>>>>

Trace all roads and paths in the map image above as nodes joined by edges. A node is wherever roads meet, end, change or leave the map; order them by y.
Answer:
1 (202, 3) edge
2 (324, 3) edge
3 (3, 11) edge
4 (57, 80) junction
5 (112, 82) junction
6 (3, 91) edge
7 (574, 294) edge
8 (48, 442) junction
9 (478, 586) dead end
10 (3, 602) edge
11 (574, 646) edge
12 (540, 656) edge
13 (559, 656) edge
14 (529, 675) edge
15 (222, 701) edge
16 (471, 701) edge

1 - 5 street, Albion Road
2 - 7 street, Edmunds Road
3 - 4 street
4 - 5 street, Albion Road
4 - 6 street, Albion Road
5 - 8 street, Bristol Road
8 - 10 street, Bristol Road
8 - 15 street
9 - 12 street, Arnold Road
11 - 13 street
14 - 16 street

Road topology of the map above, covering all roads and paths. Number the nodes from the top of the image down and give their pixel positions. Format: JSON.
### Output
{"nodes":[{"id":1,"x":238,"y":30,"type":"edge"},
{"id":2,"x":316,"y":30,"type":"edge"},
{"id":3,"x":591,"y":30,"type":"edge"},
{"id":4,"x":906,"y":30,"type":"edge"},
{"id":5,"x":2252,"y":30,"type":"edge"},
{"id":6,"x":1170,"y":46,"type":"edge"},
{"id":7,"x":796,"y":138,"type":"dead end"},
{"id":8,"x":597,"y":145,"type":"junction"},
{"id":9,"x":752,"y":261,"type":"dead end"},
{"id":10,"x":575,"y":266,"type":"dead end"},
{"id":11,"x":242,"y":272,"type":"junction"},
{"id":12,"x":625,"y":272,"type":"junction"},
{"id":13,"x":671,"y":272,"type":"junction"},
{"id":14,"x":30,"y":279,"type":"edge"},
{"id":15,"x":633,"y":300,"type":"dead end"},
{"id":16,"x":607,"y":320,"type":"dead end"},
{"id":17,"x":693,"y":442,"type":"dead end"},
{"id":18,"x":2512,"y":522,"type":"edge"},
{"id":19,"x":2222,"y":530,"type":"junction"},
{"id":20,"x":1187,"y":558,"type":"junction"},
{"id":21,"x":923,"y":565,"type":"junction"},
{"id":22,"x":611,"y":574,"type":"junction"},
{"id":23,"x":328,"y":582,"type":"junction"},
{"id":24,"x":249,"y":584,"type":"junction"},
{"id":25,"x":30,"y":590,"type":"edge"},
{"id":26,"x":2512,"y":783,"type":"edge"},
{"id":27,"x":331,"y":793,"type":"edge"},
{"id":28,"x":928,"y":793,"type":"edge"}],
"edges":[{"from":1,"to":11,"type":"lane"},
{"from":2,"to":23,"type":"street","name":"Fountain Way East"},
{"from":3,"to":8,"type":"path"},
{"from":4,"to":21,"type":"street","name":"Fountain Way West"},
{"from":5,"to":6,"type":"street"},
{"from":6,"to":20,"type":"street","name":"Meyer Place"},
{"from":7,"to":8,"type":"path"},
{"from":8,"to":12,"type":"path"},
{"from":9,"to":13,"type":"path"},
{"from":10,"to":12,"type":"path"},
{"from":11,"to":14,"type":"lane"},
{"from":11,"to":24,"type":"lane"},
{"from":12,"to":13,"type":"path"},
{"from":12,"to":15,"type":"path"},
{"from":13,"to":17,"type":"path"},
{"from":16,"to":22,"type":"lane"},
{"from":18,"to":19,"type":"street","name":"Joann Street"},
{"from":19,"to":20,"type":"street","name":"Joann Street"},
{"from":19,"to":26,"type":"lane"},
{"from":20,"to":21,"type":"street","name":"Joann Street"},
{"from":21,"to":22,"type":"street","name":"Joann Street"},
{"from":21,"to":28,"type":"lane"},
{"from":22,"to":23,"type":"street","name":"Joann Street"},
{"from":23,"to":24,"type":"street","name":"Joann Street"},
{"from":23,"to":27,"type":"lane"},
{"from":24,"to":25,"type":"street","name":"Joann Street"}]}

<<<<

#### [How to complete this task]
Would you please return all lines from the listing above that contain "paths"?

#### [Exercise response]
Trace all roads and paths in the map image above as nodes joined by edges. A node is wherever roads meet, end, change or leave the map; order them by y.
Road topology of the map above, covering all roads and paths. Number the nodes from the top of the image down and give their pixel positions. Format: JSON.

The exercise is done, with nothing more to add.